PROBLEM STATEMENT
What follows is a set of records; repeat them exactly, without the pictures.

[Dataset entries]
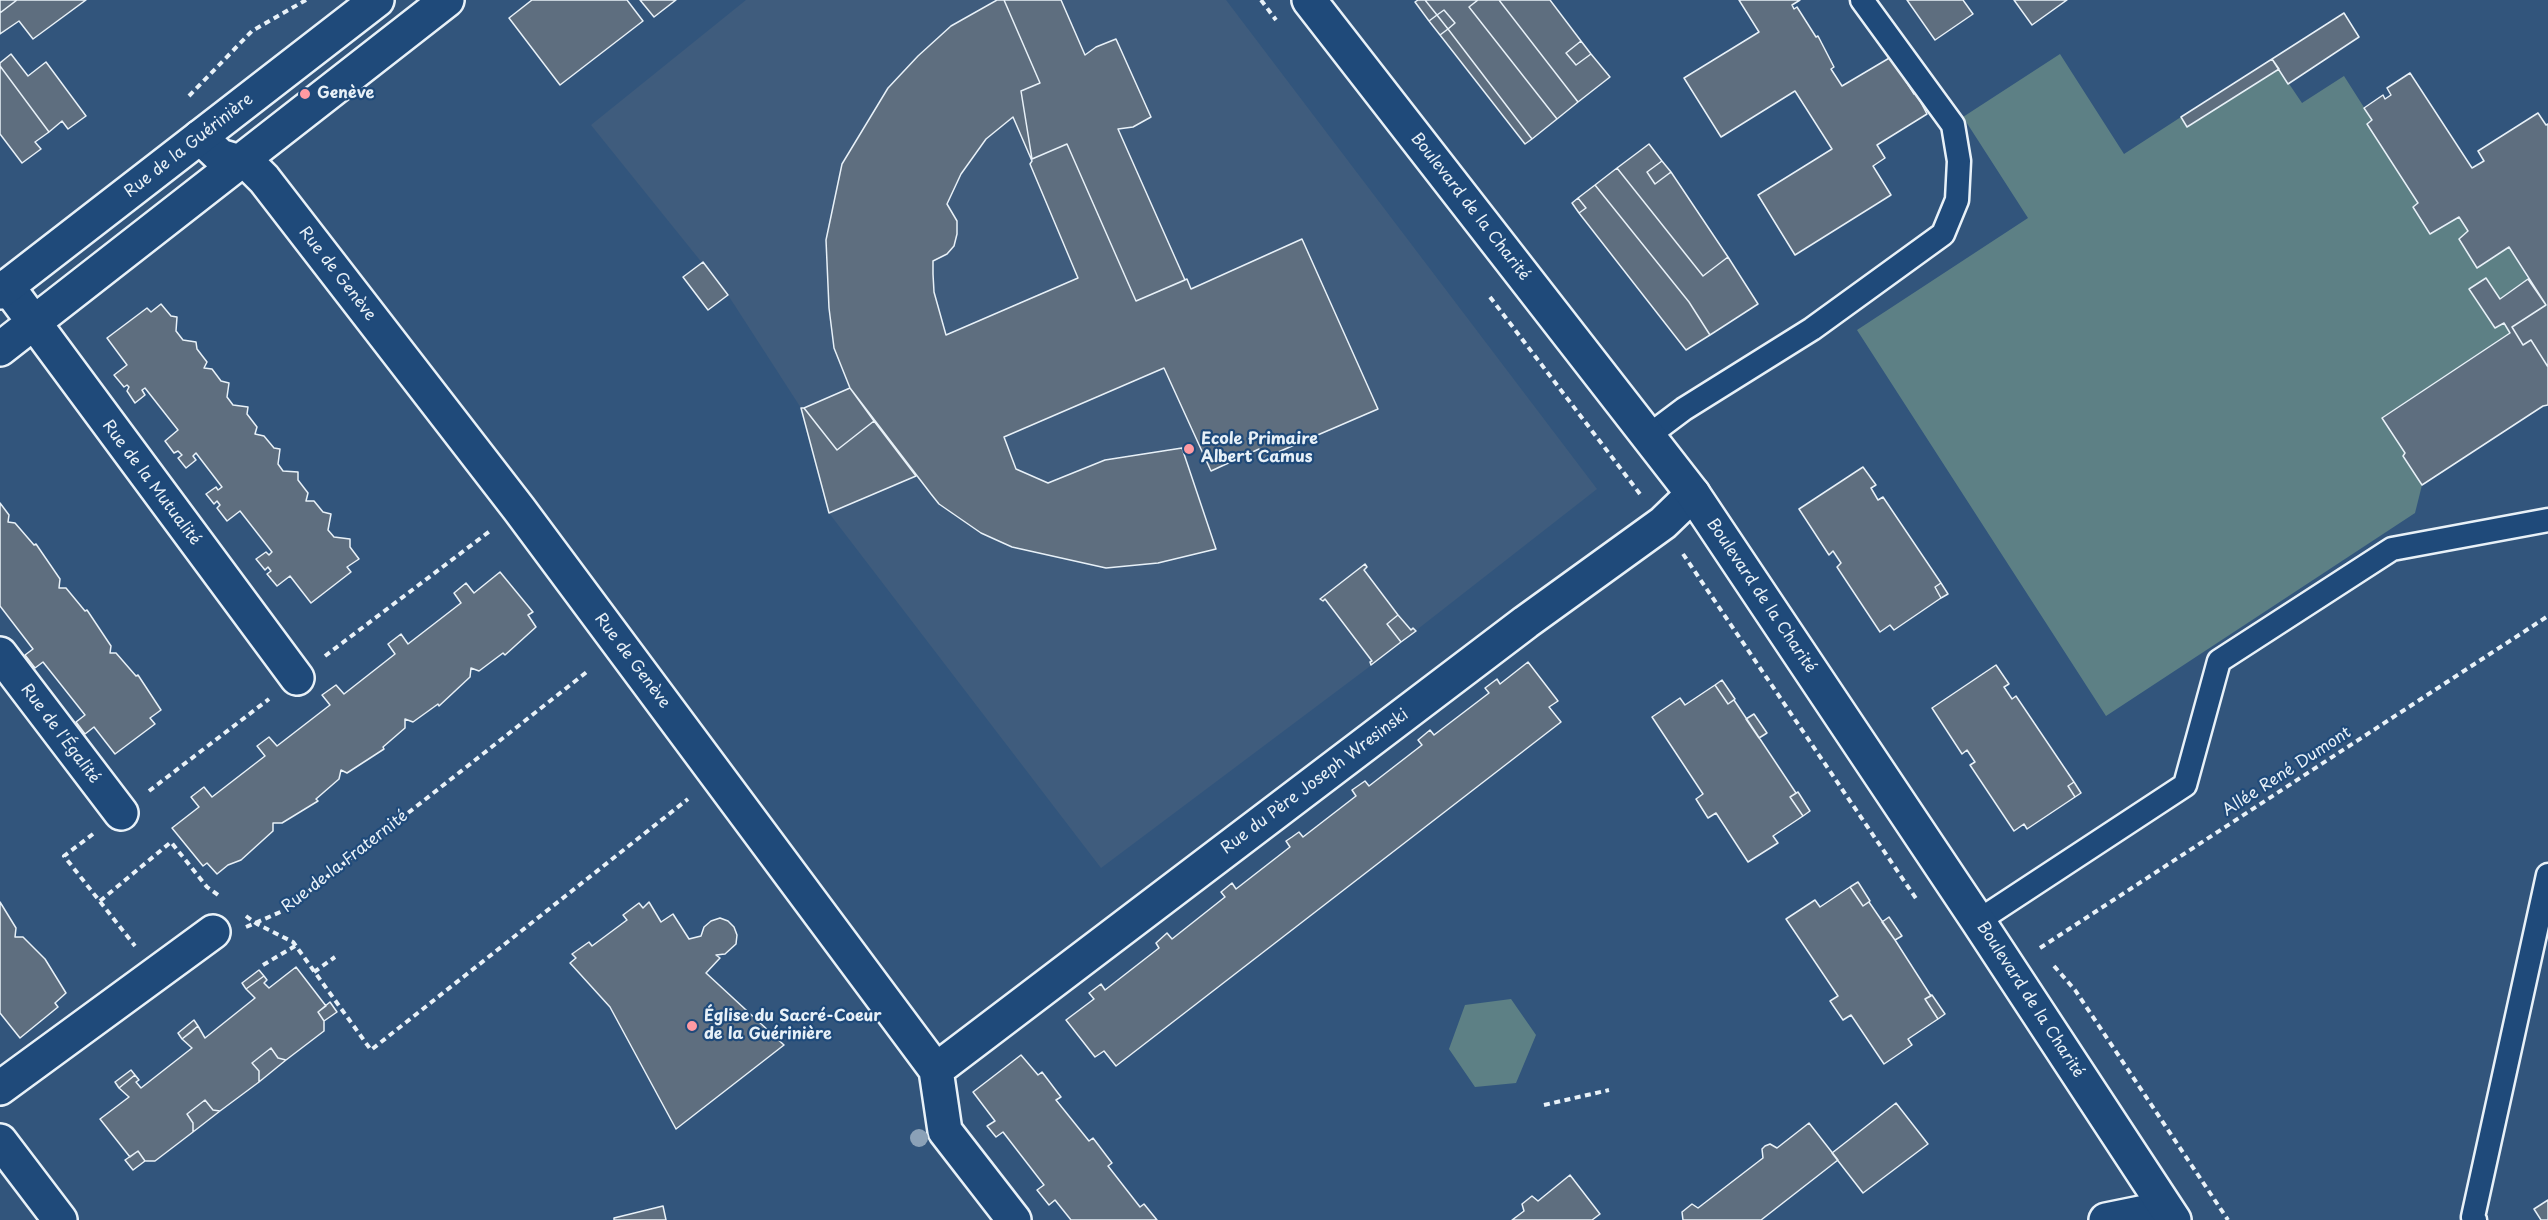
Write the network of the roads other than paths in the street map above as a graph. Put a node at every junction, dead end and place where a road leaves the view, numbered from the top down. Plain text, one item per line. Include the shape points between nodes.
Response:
1 (377, 0) edge
2 (447, 0) edge
3 (1309, 0) edge
4 (1862, 0) edge
5 (201, 137) junction
6 (238, 163) junction
7 (4, 289) edge
8 (33, 323) junction
9 (0, 349) edge
10 (1648, 436) junction
11 (1693, 494) junction
12 (2548, 520) edge
13 (0, 654) edge
14 (297, 678) dead end
15 (121, 813) road end
16 (2548, 875) edge
17 (1978, 921) junction
18 (213, 932) road end
19 (936, 1070) junction
20 (0, 1088) edge
21 (0, 1142) edge
22 (2169, 1214) edge
23 (60, 1220) edge
24 (1014, 1220) edge
25 (2106, 1220) edge
26 (2475, 1220) edge

1 - 5 street, Rue de la Guérinière
2 - 6 street
3 - 10 street, Boulevard de la Charité
4 - 10 lane via 1953,125 1959,161 1957,200 1943,234 1812,329
5 - 6 street, Rue de Genève via 220,156
5 - 7 street, Rue de la Guérinière
6 - 8 street
6 - 19 street, Rue de Genève via 250,165 264,179 505,491
7 - 8 street, Rue de la Mutualité
8 - 9 street
8 - 14 street, Rue de la Mutualité
10 - 11 street, Boulevard de la Charité
11 - 17 street, Boulevard de la Charité
11 - 19 street, Rue du Père Joseph Wresinski via 1668,532 1526,622
12 - 17 lane via 2392,549 2219,661 2185,785
13 - 15 street, Rue de l'Égalité
16 - 26 lane
17 - 22 street, Boulevard de la Charité
18 - 20 street
19 - 24 street, Rue de Genève via 945,1131
21 - 23 street
22 - 25 street

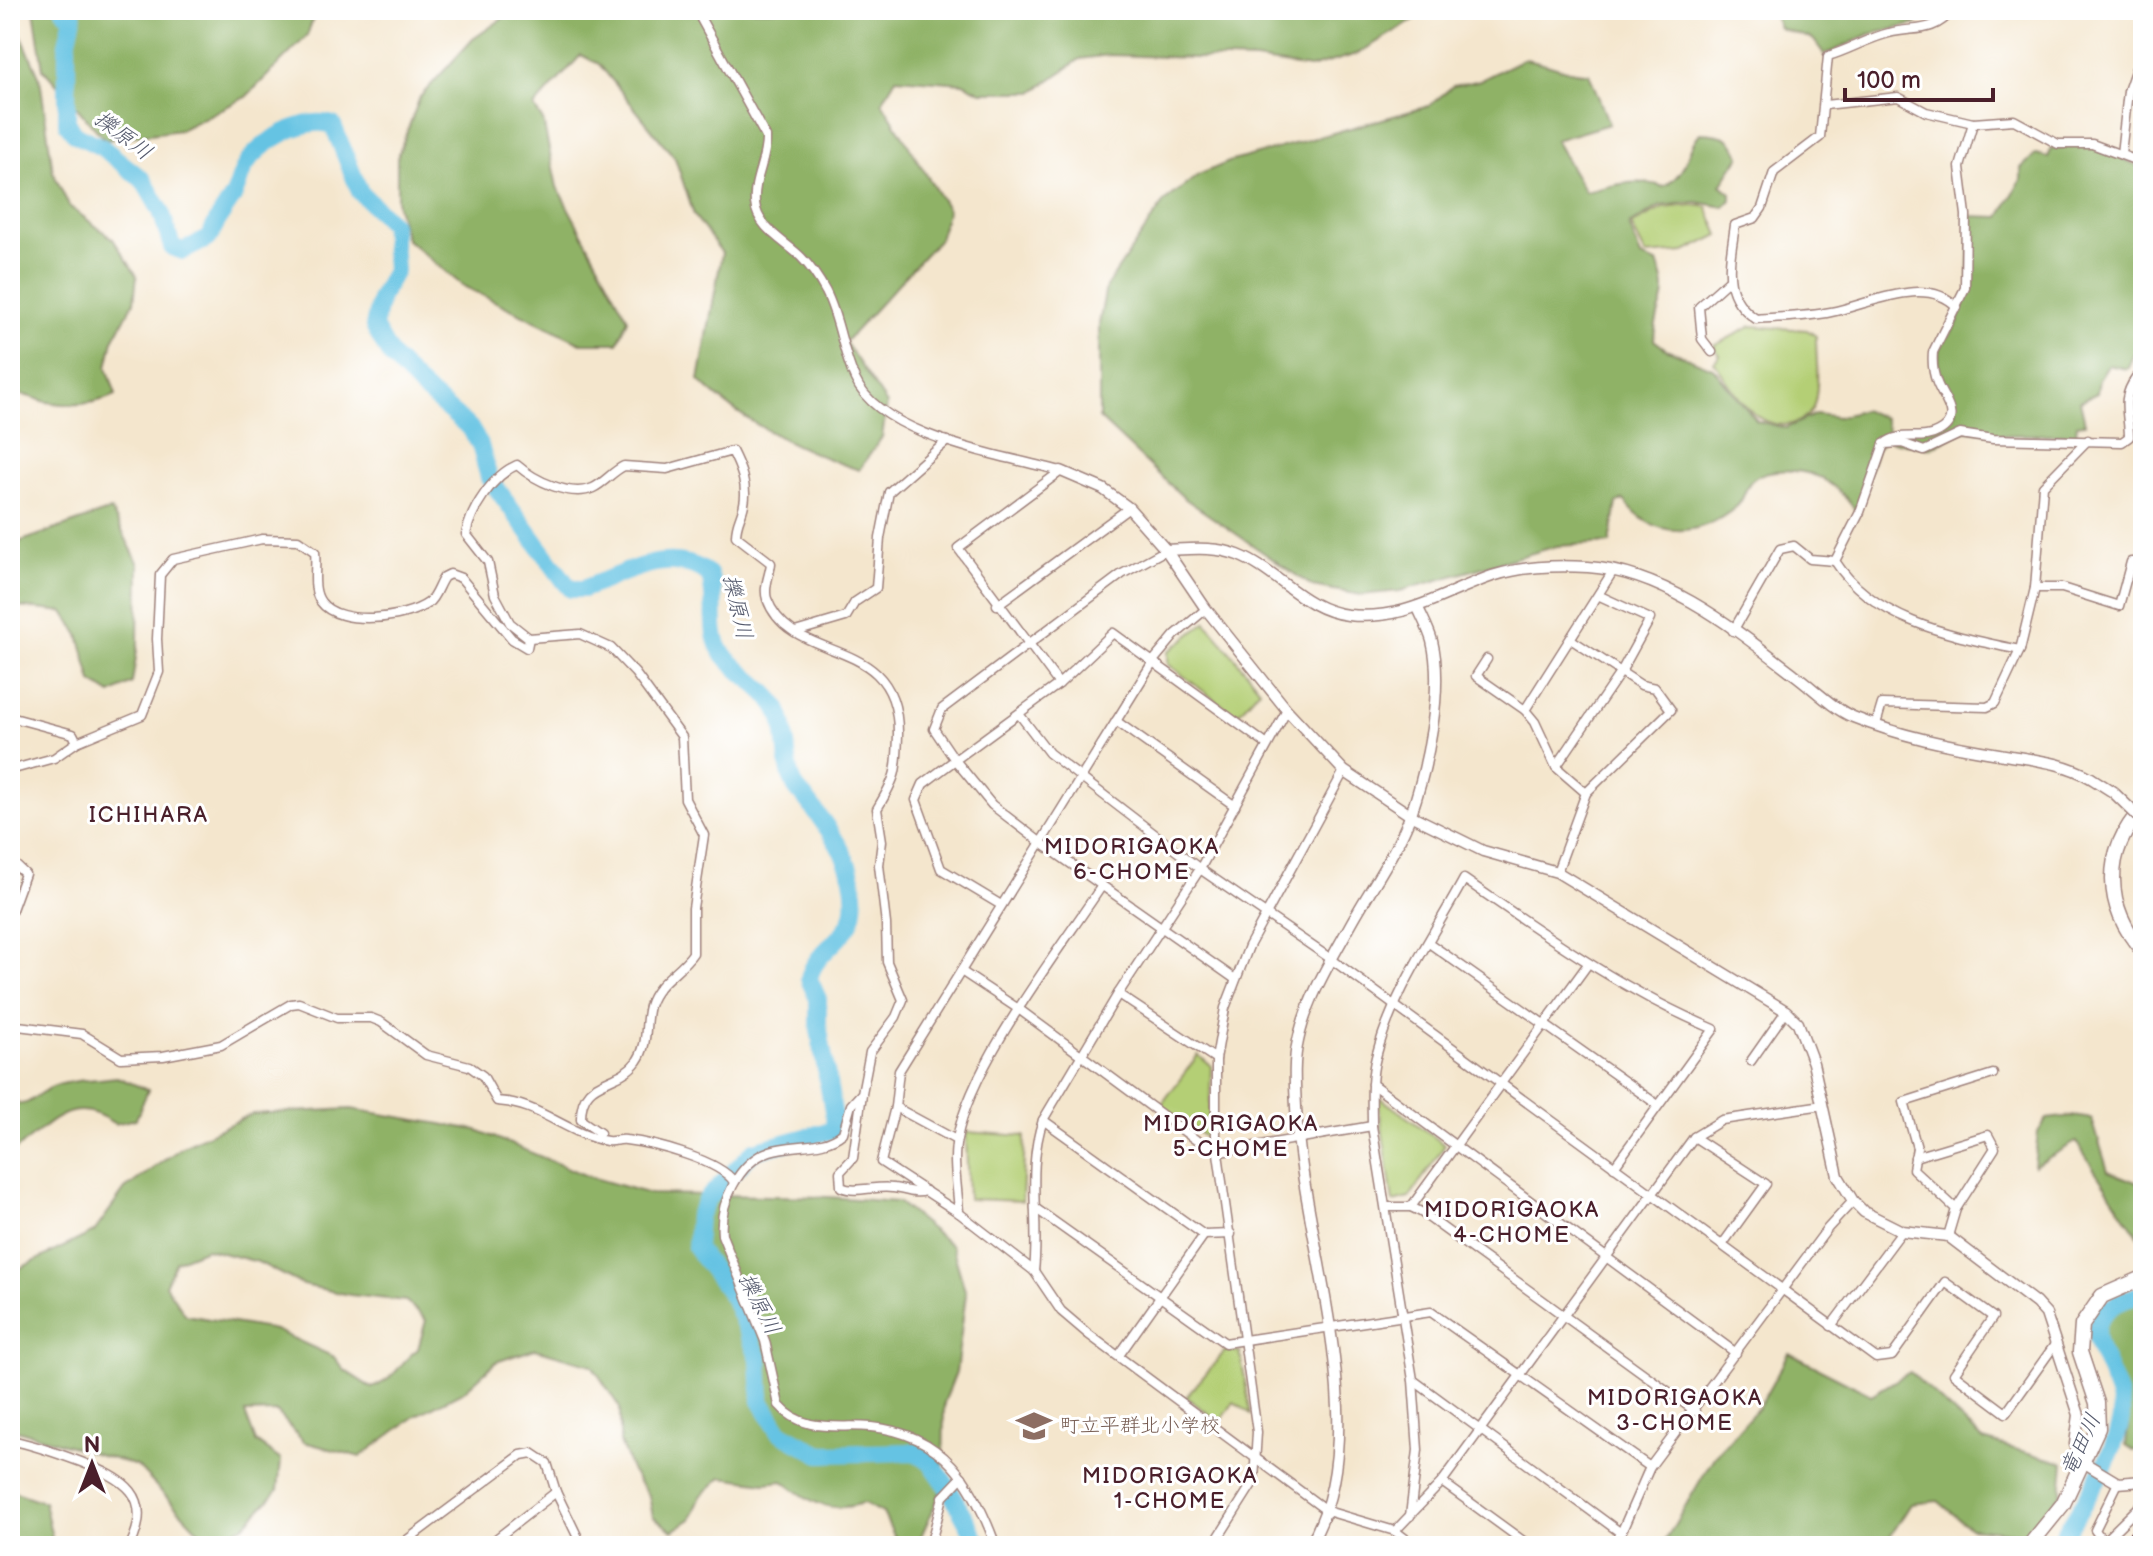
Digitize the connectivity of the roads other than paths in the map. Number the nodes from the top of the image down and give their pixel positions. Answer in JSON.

RESPONSE TO THIS EXERCISE
Write the network of the roads other than paths in the street map above as a graph. Put a node at every junction, dead end and place where a road leaves the view, numbered from the top down. Plain text, one item per line. Include the shape points between nodes.
Response:
1 (377, 0) edge
2 (447, 0) edge
3 (1309, 0) edge
4 (1862, 0) edge
5 (201, 137) junction
6 (238, 163) junction
7 (4, 289) edge
8 (33, 323) junction
9 (0, 349) edge
10 (1648, 436) junction
11 (1693, 494) junction
12 (2548, 520) edge
13 (0, 654) edge
14 (297, 678) dead end
15 (121, 813) road end
16 (2548, 875) edge
17 (1978, 921) junction
18 (213, 932) road end
19 (936, 1070) junction
20 (0, 1088) edge
21 (0, 1142) edge
22 (2169, 1214) edge
23 (60, 1220) edge
24 (1014, 1220) edge
25 (2106, 1220) edge
26 (2475, 1220) edge

1 - 5 street, Rue de la Guérinière
2 - 6 street
3 - 10 street, Boulevard de la Charité
4 - 10 lane via 1953,125 1959,161 1957,200 1943,234 1812,329
5 - 6 street, Rue de Genève via 220,156
5 - 7 street, Rue de la Guérinière
6 - 8 street
6 - 19 street, Rue de Genève via 250,165 264,179 505,491
7 - 8 street, Rue de la Mutualité
8 - 9 street
8 - 14 street, Rue de la Mutualité
10 - 11 street, Boulevard de la Charité
11 - 17 street, Boulevard de la Charité
11 - 19 street, Rue du Père Joseph Wresinski via 1668,532 1526,622
12 - 17 lane via 2392,549 2219,661 2185,785
13 - 15 street, Rue de l'Égalité
16 - 26 lane
17 - 22 street, Boulevard de la Charité
18 - 20 street
19 - 24 street, Rue de Genève via 945,1131
21 - 23 street
22 - 25 street

Digitize the connectivity of the roads other than paths in the map. Number the nodes from the top of the image down and give their pixel positions. Answer in JSON.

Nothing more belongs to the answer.